__YOUR OBJECTIVE__: Copy out the entries word for word, leaving images aside.

MATERIAL PROVIDED Block Start

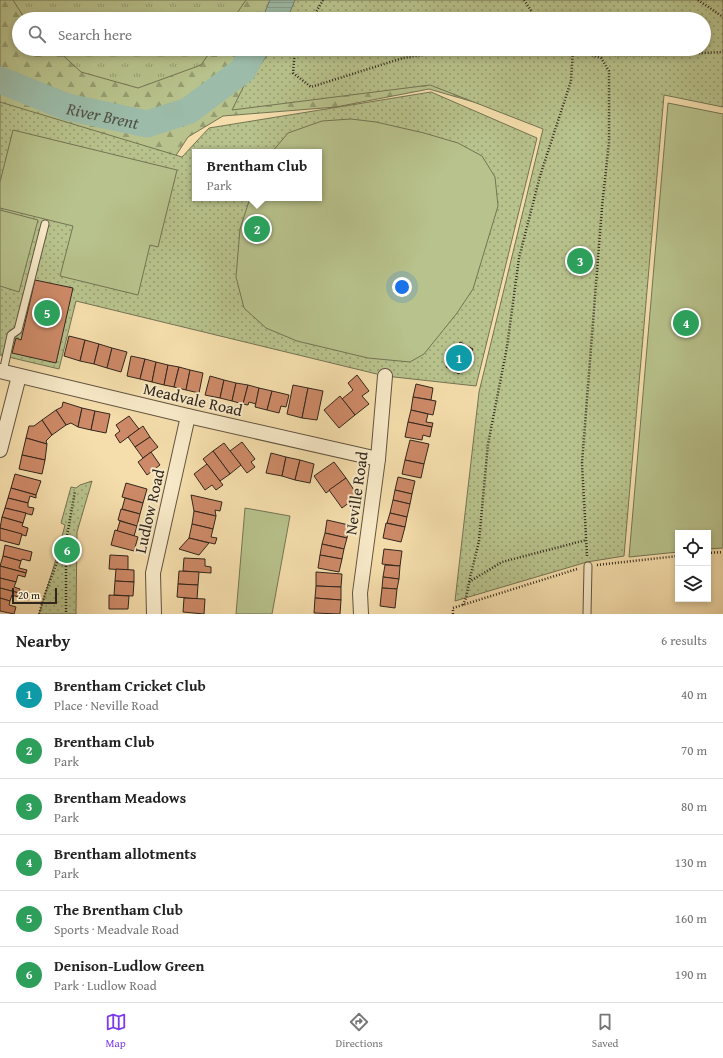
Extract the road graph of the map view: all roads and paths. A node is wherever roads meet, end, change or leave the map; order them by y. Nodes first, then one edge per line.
1 (323, 0) edge
2 (524, 0) edge
3 (698, 0) edge
4 (316, 12) edge
5 (532, 12) edge
6 (723, 17) edge
7 (711, 52) edge
8 (723, 52) edge
9 (294, 56) edge
10 (416, 56) edge
11 (572, 56) edge
12 (594, 56) edge
13 (45, 224) dead end
14 (1, 372) edge
15 (19, 376) junction
16 (385, 376) dead end
17 (188, 416) junction
18 (0, 450) edge
19 (378, 459) junction
20 (75, 491) dead end
21 (66, 536) junction
22 (586, 540) junction
23 (723, 552) edge
24 (711, 553) edge
25 (675, 556) edge
26 (588, 566) junction
27 (468, 582) junction
28 (463, 605) junction
29 (39, 614) edge
30 (66, 614) edge
31 (154, 614) edge
32 (361, 614) edge
33 (453, 614) edge
34 (587, 614) edge

1 - 4 path
2 - 5 path
3 - 6 path
7 - 8 path
9 - 10 path
11 - 27 path
12 - 22 path
13 - 14 lane
14 - 15 street, Meadvale Road
15 - 17 street, Meadvale Road
15 - 18 street
16 - 19 street, Neville Road
17 - 19 street, Meadvale Road
17 - 31 street, Ludlow Road
19 - 32 street, Neville Road
20 - 21 path
21 - 29 path
21 - 30 path
22 - 26 path
22 - 27 path
23 - 24 path
25 - 26 path
26 - 28 path
26 - 34 lane
27 - 28 path
28 - 33 path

MATERIAL PROVIDED Block End

__THE COMPLETED TASK__:
Extract the road graph of the map view: all roads and paths. A node is wherever roads meet, end, change or leave the map; order them by y. Nodes first, then one edge per line.
1 (323, 0) edge
2 (524, 0) edge
3 (698, 0) edge
4 (316, 12) edge
5 (532, 12) edge
6 (723, 17) edge
7 (711, 52) edge
8 (723, 52) edge
9 (294, 56) edge
10 (416, 56) edge
11 (572, 56) edge
12 (594, 56) edge
13 (45, 224) dead end
14 (1, 372) edge
15 (19, 376) junction
16 (385, 376) dead end
17 (188, 416) junction
18 (0, 450) edge
19 (378, 459) junction
20 (75, 491) dead end
21 (66, 536) junction
22 (586, 540) junction
23 (723, 552) edge
24 (711, 553) edge
25 (675, 556) edge
26 (588, 566) junction
27 (468, 582) junction
28 (463, 605) junction
29 (39, 614) edge
30 (66, 614) edge
31 (154, 614) edge
32 (361, 614) edge
33 (453, 614) edge
34 (587, 614) edge

1 - 4 path
2 - 5 path
3 - 6 path
7 - 8 path
9 - 10 path
11 - 27 path
12 - 22 path
13 - 14 lane
14 - 15 street, Meadvale Road
15 - 17 street, Meadvale Road
15 - 18 street
16 - 19 street, Neville Road
17 - 19 street, Meadvale Road
17 - 31 street, Ludlow Road
19 - 32 street, Neville Road
20 - 21 path
21 - 29 path
21 - 30 path
22 - 26 path
22 - 27 path
23 - 24 path
25 - 26 path
26 - 28 path
26 - 34 lane
27 - 28 path
28 - 33 path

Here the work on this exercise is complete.